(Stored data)
******************************

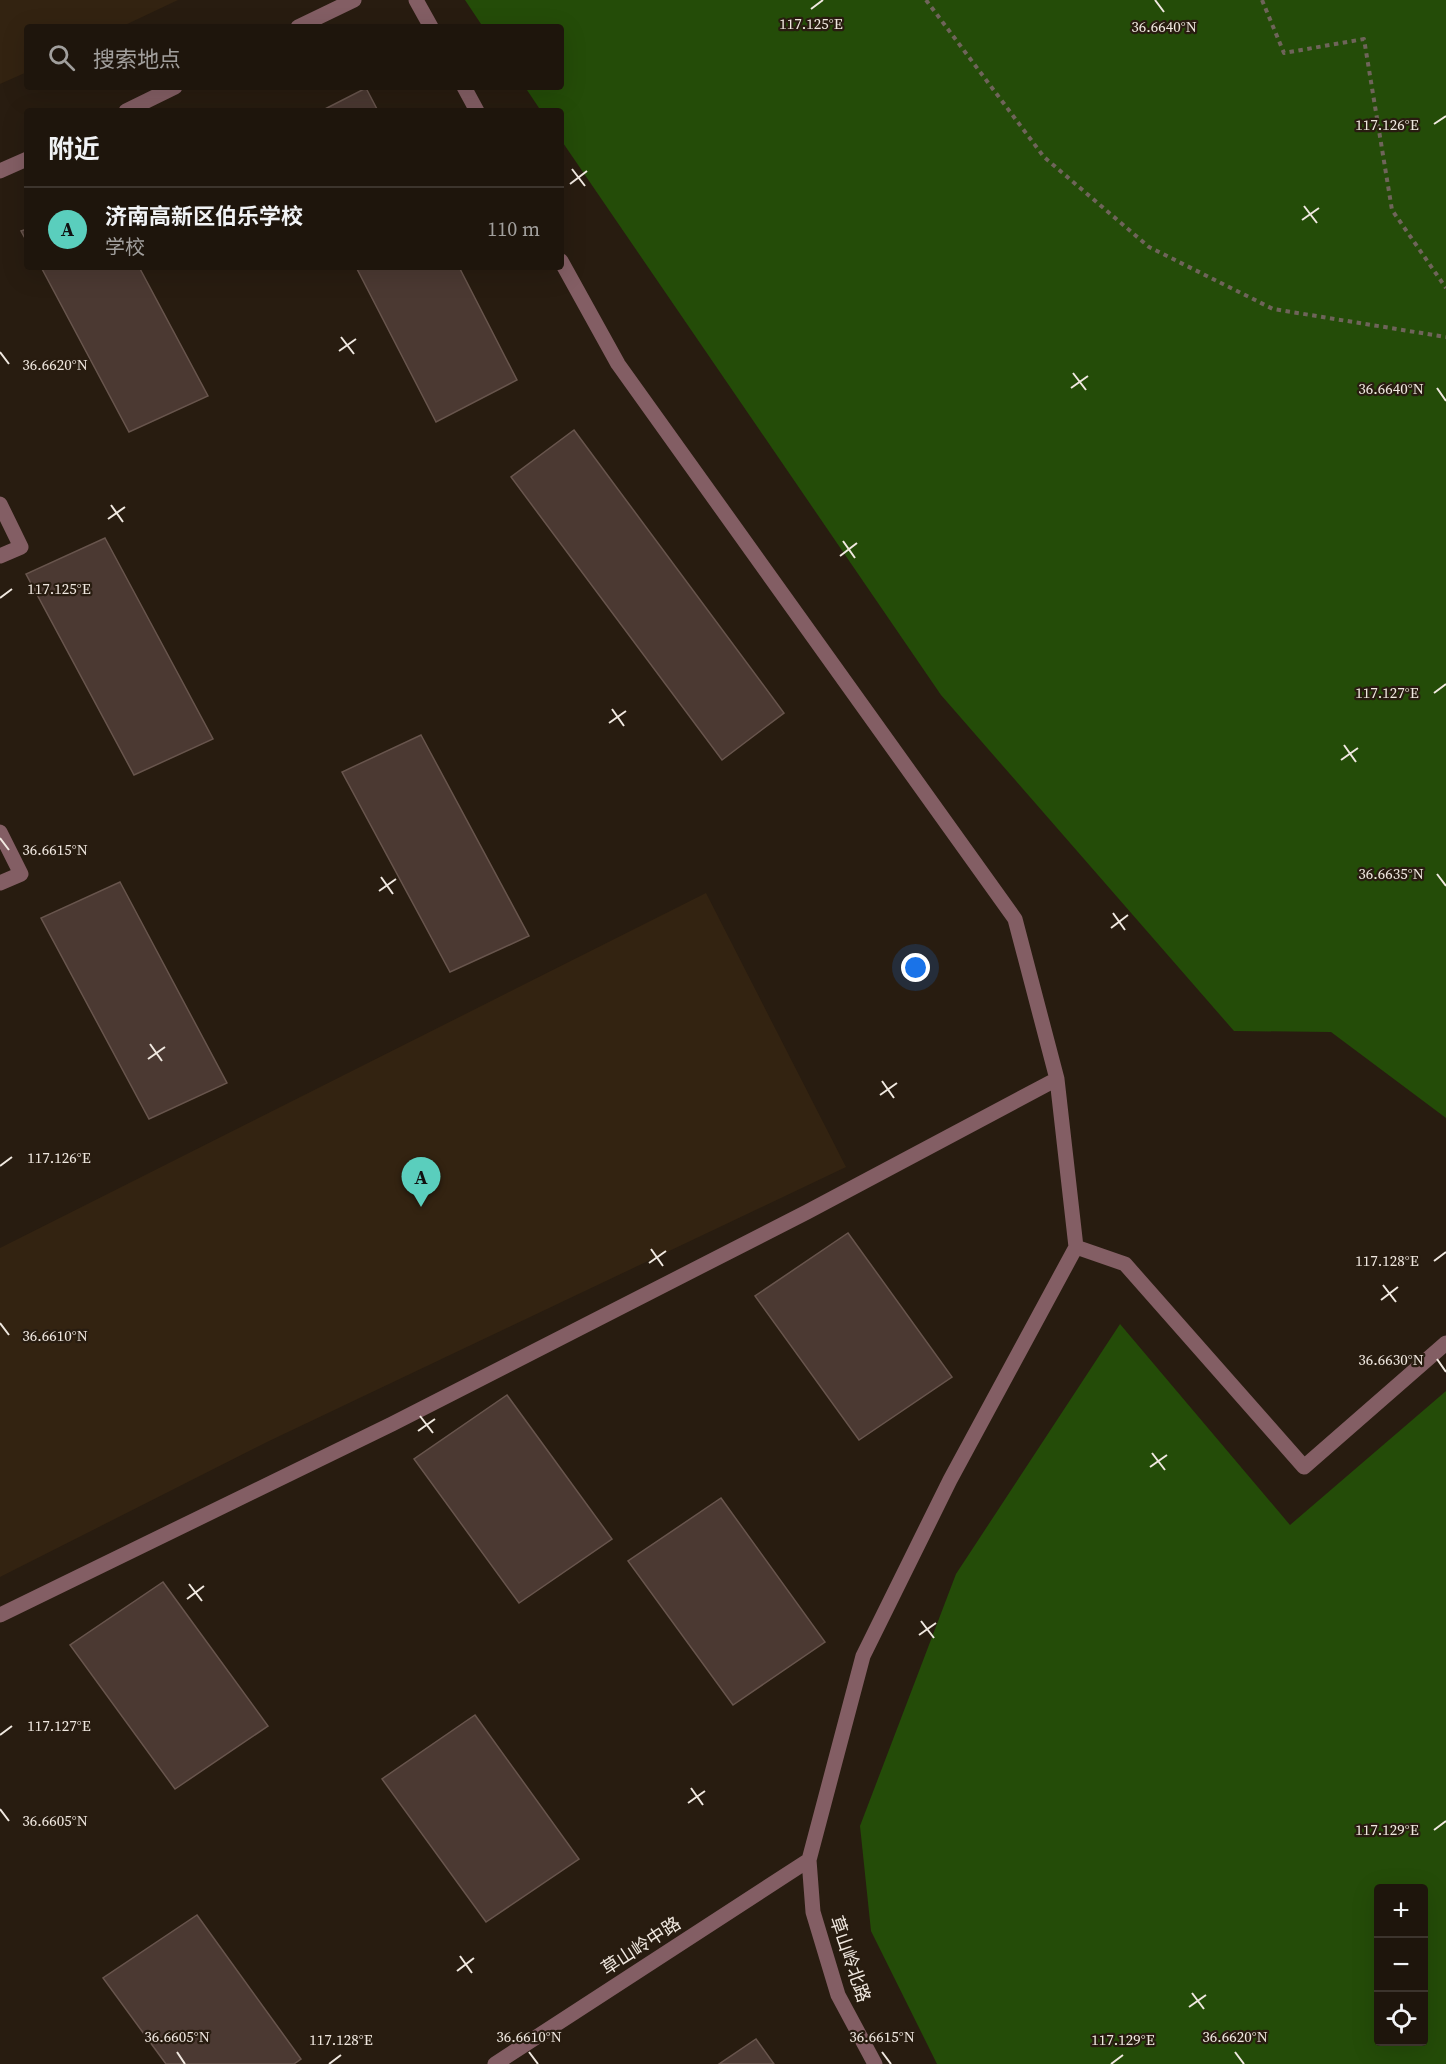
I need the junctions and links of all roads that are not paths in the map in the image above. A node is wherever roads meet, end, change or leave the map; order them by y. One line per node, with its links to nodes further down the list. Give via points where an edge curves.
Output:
1 (354, 0): 3 (street)
2 (416, 0): 4 (street)
3 (304, 24)
4 (429, 24)
5 (169, 90): 7 (street)
6 (466, 90): 8 (street)
7 (132, 108)
8 (475, 108)
9 (24, 160): 10 (street)
10 (0, 171)
11 (564, 266): 16 (street, via 618,364 1015,919)
12 (0, 504): 13 (street, via 21,547)
13 (0, 556)
14 (0, 832): 15 (street, via 21,874)
15 (0, 883)
16 (1057, 1079): 17 (street); 19 (street, via 392,1424)
17 (1076, 1247): 18 (street, via 1125,1264 1304,1467); 20 (street, 草山岭北路, via 950,1480 863,1656)
18 (1446, 1342)
19 (0, 1615)
20 (809, 1860): 21 (street, 草山岭中路); 22 (street, 草山岭北路, via 813,1912 838,1995)
21 (495, 2064)
22 (875, 2064)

******************************

The data is to be returned exactly as it stands, pictures aside.

I need the junctions and links of all roads that are not paths in the map in the image above. A node is wherever roads meet, end, change or leave the map; order them by y. One line per node, with its links to nodes further down the list. Give via points where an edge curves.
Output:
1 (354, 0): 3 (street)
2 (416, 0): 4 (street)
3 (304, 24)
4 (429, 24)
5 (169, 90): 7 (street)
6 (466, 90): 8 (street)
7 (132, 108)
8 (475, 108)
9 (24, 160): 10 (street)
10 (0, 171)
11 (564, 266): 16 (street, via 618,364 1015,919)
12 (0, 504): 13 (street, via 21,547)
13 (0, 556)
14 (0, 832): 15 (street, via 21,874)
15 (0, 883)
16 (1057, 1079): 17 (street); 19 (street, via 392,1424)
17 (1076, 1247): 18 (street, via 1125,1264 1304,1467); 20 (street, 草山岭北路, via 950,1480 863,1656)
18 (1446, 1342)
19 (0, 1615)
20 (809, 1860): 21 (street, 草山岭中路); 22 (street, 草山岭北路, via 813,1912 838,1995)
21 (495, 2064)
22 (875, 2064)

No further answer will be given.